Identification of a tyrosine-phosphorylated 35 kDa carboxy-terminal fragment (p35CagA) of the Helicobacter pylori CagA protein in phagocytic cells:: Processing or breakage?

Helicobacter pylori is a very common bacterial pathogen that causes gastric disease by inducing the infiltration of immune cells as an initial event. Virulent H. pylori strains express a type IV secretion system composed of several Virulence (Vir) proteins encoded by the cag pathogenicity island (cag PAI).

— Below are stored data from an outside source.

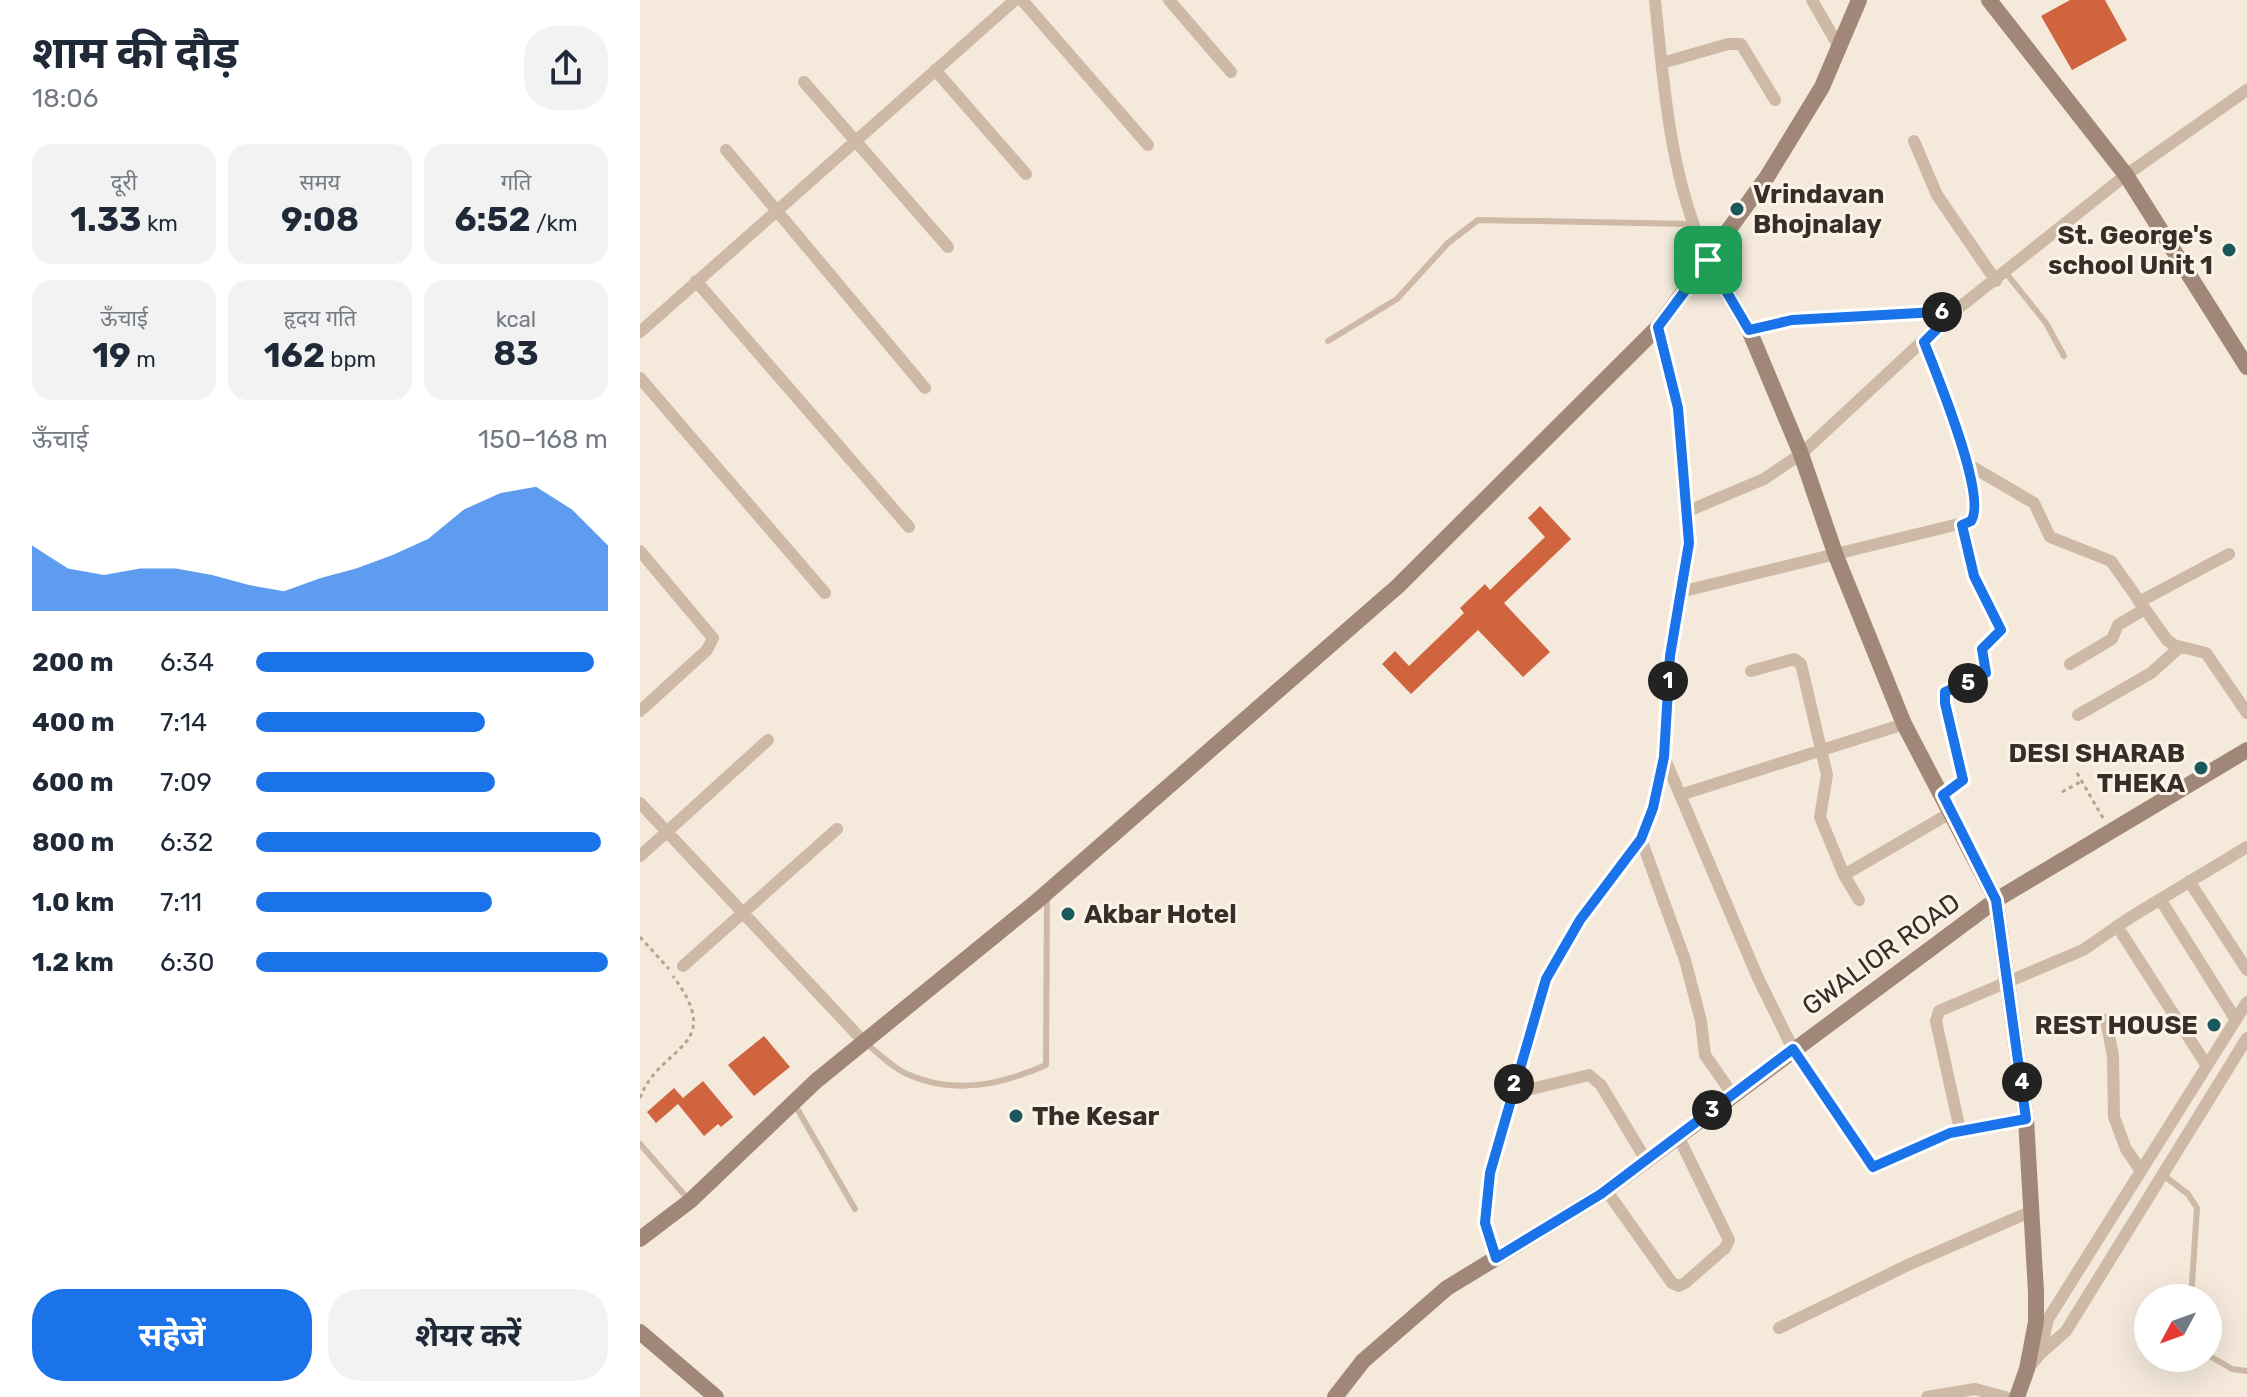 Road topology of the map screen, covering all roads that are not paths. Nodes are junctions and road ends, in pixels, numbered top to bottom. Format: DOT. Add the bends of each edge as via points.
graph roads {
  1 [pos="1015,0"];
  2 [pos="1022,0"];
  3 [pos="1169,0"];
  4 [pos="1655,0"];
  5 [pos="1812,0"];
  6 [pos="1859,0"];
  7 [pos="1989,0"];
  8 [pos="1839,47"];
  9 [pos="1662,63"];
  10 [pos="935,70"];
  11 [pos="1231,72"];
  12 [pos="804,82"];
  13 [pos="2247,90"];
  14 [pos="1775,100"];
  15 [pos="854,141"];
  16 [pos="1914,141"];
  17 [pos="1148,145"];
  18 [pos="726,150"];
  19 [pos="1026,174"];
  20 [pos="2126,175"];
  21 [pos="776,209"];
  22 [pos="1691,224"];
  23 [pos="948,247"];
  24 [pos="1708,260"];
  25 [pos="2001,277"];
  26 [pos="696,281"];
  27 [pos="1955,311"];
  28 [pos="1658,327"];
  29 [pos="1749,330"];
  30 [pos="640,332"];
  31 [pos="1328,341"];
  32 [pos="1924,342"];
  33 [pos="2064,356"];
  34 [pos="2247,367"];
  35 [pos="640,378"];
  36 [pos="925,388"];
  37 [pos="1801,454"];
  38 [pos="1969,465"];
  39 [pos="1688,511"];
  40 [pos="1962,525"];
  41 [pos="909,527"];
  42 [pos="640,551"];
  43 [pos="2229,554"];
  44 [pos="1836,556"];
  45 [pos="1680,592"];
  46 [pos="825,593"];
  47 [pos="2141,606"];
  48 [pos="2180,647"];
  49 [pos="2070,664"];
  50 [pos="1751,671"];
  51 [pos="640,711"];
  52 [pos="2247,713"];
  53 [pos="2078,715"];
  54 [pos="1904,724"];
  55 [pos="768,740"];
  56 [pos="1823,749"];
  57 [pos="2247,750"];
  58 [pos="1664,757"];
  59 [pos="1680,795"];
  60 [pos="1943,795"];
  61 [pos="640,803"];
  62 [pos="1952,812"];
  63 [pos="837,829"];
  64 [pos="666,831"];
  65 [pos="1641,839"];
  66 [pos="2247,847"];
  67 [pos="640,856"];
  68 [pos="1844,875"];
  69 [pos="2189,881"];
  70 [pos="1047,892"];
  71 [pos="2160,899"];
  72 [pos="1859,900"];
  73 [pos="1996,900"];
  74 [pos="742,912"];
  75 [pos="2117,926"];
  76 [pos="683,966"];
  77 [pos="2247,970"];
  78 [pos="2007,979"];
  79 [pos="2247,1002"];
  80 [pos="2106,1020"];
  81 [pos="2236,1020"];
  82 [pos="2247,1038"];
  83 [pos="864,1042"];
  84 [pos="1793,1049"];
  85 [pos="2207,1066"];
  86 [pos="1511,1094"];
  87 [pos="1733,1095"];
  88 [pos="793,1102"];
  89 [pos="2026,1119"];
  90 [pos="1960,1130"];
  91 [pos="1678,1136"];
  92 [pos="640,1144"];
  93 [pos="1646,1160"];
  94 [pos="2141,1171"];
  95 [pos="2163,1175"];
  96 [pos="1606,1190"];
  97 [pos="690,1201"];
  98 [pos="855,1209"];
  99 [pos="2032,1211"];
  100 [pos="640,1239"];
  101 [pos="1496,1258"];
  102 [pos="2192,1284"];
  103 [pos="1779,1328"];
  104 [pos="640,1332"];
  105 [pos="2040,1354"];
  106 [pos="2222,1363"];
  107 [pos="2027,1369"];
  108 [pos="2247,1371"];
  109 [pos="716,1397"];
  110 [pos="1335,1397"];
  111 [pos="1927,1397"];
  112 [pos="2005,1397"];
  113 [pos="2017,1397"];
  1 -- 10 [label="street"];
  2 -- 17 [label="street"];
  3 -- 11 [label="street"];
  4 -- 9 [label="street"];
  5 -- 8 [label="street"];
  6 -- 8 [label="main road"];
  7 -- 20 [label="main road"];
  8 -- 24 [label="main road" via="1822,87 1767,177"];
  9 -- 14 [label="street" via="1741,44"];
  9 -- 22 [label="street" via="1677,172"];
  10 -- 15 [label="street"];
  10 -- 19 [label="street"];
  12 -- 15 [label="street"];
  13 -- 20 [label="street"];
  15 -- 21 [label="street"];
  15 -- 23 [label="street"];
  16 -- 25 [label="street" via="1937,195"];
  18 -- 21 [label="street"];
  20 -- 25 [label="street"];
  20 -- 34 [label="main road"];
  21 -- 26 [label="street"];
  21 -- 36 [label="street"];
  22 -- 24 [label="street"];
  22 -- 31 [label="lane" via="1478,220 1448,243 1397,299"];
  24 -- 28 [label="main road"];
  24 -- 29 [label="main road"];
  25 -- 27 [label="street"];
  25 -- 33 [label="lane" via="2046,323"];
  26 -- 30 [label="street"];
  26 -- 41 [label="street"];
  27 -- 29 [label="street" via="1792,320"];
  27 -- 32 [label="street"];
  28 -- 39 [label="street" via="1678,408"];
  28 -- 70 [label="main road" via="1398,586"];
  29 -- 37 [label="main road"];
  32 -- 37 [label="street"];
  32 -- 38 [label="street"];
  35 -- 46 [label="street"];
  37 -- 39 [label="street" via="1764,479"];
  37 -- 44 [label="main road"];
  38 -- 40 [label="street" via="1976,506 1971,521"];
  38 -- 47 [label="street" via="2034,503 2050,537 2111,561"];
  39 -- 45 [label="street" via="1689,548"];
  40 -- 44 [label="street"];
  40 -- 60 [label="street" via="1974,576 2001,630 1982,649 1986,673 1945,692 1963,780"];
  42 -- 51 [label="street" via="713,638 707,650"];
  43 -- 47 [label="street"];
  44 -- 45 [label="street"];
  44 -- 54 [label="main road"];
  45 -- 58 [label="street"];
  47 -- 48 [label="street" via="2167,640"];
  47 -- 49 [label="street" via="2118,625 2112,639"];
  48 -- 52 [label="street" via="2206,653"];
  48 -- 53 [label="street" via="2151,673"];
  50 -- 56 [label="street" via="1799,661"];
  54 -- 56 [label="street"];
  54 -- 60 [label="main road"];
  55 -- 64 [label="street"];
  56 -- 59 [label="street"];
  56 -- 68 [label="street" via="1827,775 1820,817"];
  57 -- 73 [label="main road, GWALIOR ROAD"];
  58 -- 59 [label="street"];
  58 -- 65 [label="street"];
  59 -- 84 [label="street"];
  60 -- 62 [label="main road"];
  61 -- 64 [label="street"];
  62 -- 68 [label="street"];
  62 -- 73 [label="main road"];
  63 -- 74 [label="street"];
  64 -- 67 [label="street"];
  64 -- 74 [label="street"];
  65 -- 86 [label="street" via="1580,920 1546,979"];
  65 -- 87 [label="street" via="1685,960 1705,1055"];
  66 -- 69 [label="street"];
  68 -- 72 [label="street"];
  69 -- 71 [label="street"];
  69 -- 77 [label="street"];
  70 -- 83 [label="main road"];
  70 -- 83 [label="lane" via="1046,1065 993,1083 953,1088 905,1074"];
  71 -- 75 [label="street"];
  71 -- 81 [label="street"];
  73 -- 78 [label="main road"];
  73 -- 84 [label="main road, GWALIOR ROAD"];
  74 -- 76 [label="street"];
  74 -- 83 [label="street"];
  75 -- 78 [label="street" via="2063,961"];
  75 -- 85 [label="street"];
  78 -- 89 [label="main road"];
  78 -- 90 [label="street" via="1946,1006 1937,1016"];
  79 -- 81 [label="street"];
  80 -- 94 [label="street" via="2113,1056 2114,1117"];
  81 -- 85 [label="street"];
  82 -- 95 [label="street"];
  83 -- 88 [label="main road"];
  84 -- 87 [label="main road, GWALIOR ROAD"];
  84 -- 90 [label="street" via="1873,1167"];
  85 -- 94 [label="street"];
  86 -- 93 [label="street" via="1589,1075 1601,1085"];
  86 -- 101 [label="street" via="1486,1209 1486,1235"];
  87 -- 91 [label="main road, GWALIOR ROAD"];
  88 -- 97 [label="main road"];
  88 -- 98 [label="lane"];
  89 -- 90 [label="street"];
  89 -- 99 [label="main road"];
  91 -- 93 [label="main road, GWALIOR ROAD"];
  91 -- 96 [label="street" via="1729,1240 1685,1283 1672,1283"];
  92 -- 97 [label="lane"];
  93 -- 96 [label="main road, GWALIOR ROAD"];
  94 -- 105 [label="street" via="2048,1319"];
  95 -- 102 [label="lane" via="2197,1208"];
  95 -- 105 [label="street" via="2066,1331"];
  96 -- 101 [label="main road, GWALIOR ROAD"];
  97 -- 100 [label="main road"];
  99 -- 103 [label="street"];
  99 -- 107 [label="main road" via="2036,1322"];
  101 -- 110 [label="main road, GWALIOR ROAD" via="1447,1288 1363,1361"];
  104 -- 109 [label="main road"];
  105 -- 107 [label="street"];
  106 -- 108 [label="lane"];
  107 -- 113 [label="main road"];
  111 -- 112 [label="street" via="1975,1389"];
}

During infection of phagocytic cells (U937, Josk-M and J774A.1) we have detected a de novo tyrosine-phosphorylated protein (p35(p-Tyr) with sizes Of 30 kDa, 38 kDa or 40 kDa, depending on the H. pylori strain. p35(p-Tyr) occurrence required functional virB4, virB7, virB10, virB11, virD4 and cagA (cytotoxin-associated gene A) genes encoded by the cag PAI suggesting that p35(p-Tyr) is a bacterial protein of variable size. We have biochemically purified p35(p-Tyr) from infected U937 cells. Tryptic peptides of p35p-Tyr determined by matrix-assisted laser desorption/ionization-mass spectrometry (MALDI-MS) identified the carboxy (C)-terminal part of the H. pylori CagA protein. Subsequent analysis by two-dimensional electrophoresis (2-DE) and immunoblotting using anti-CagA antibodies revealed the presence of three stable CagA protein species in phagocytes: (i) 130-140 kDa full-length CagA (p135(CagA)), (ii) a 100-105 kDa fragment (p100(CagA)) and (iii) a 30-40 kDa fragment (p35(CagA)). Unlike p135(CagA), p35(CagA) and p100(CagA) were also detected in much lower amounts in H. pylori without host cell contact. Therefore, breakage or processing leads to the production of p35(CagA) and p100(CagA), a process that is enhanced after translocation into host cells. MALDI-MS data and the isoelectric point determined by both 2-DE and sequence analysis suggested that p35(CagA) represents the C-terminal part of CagA and p100(CagA) corresponds to the remaining amino (N)-terminal fragment. The possible function of CagA in host signal transduction and development of gastric disease is discussed.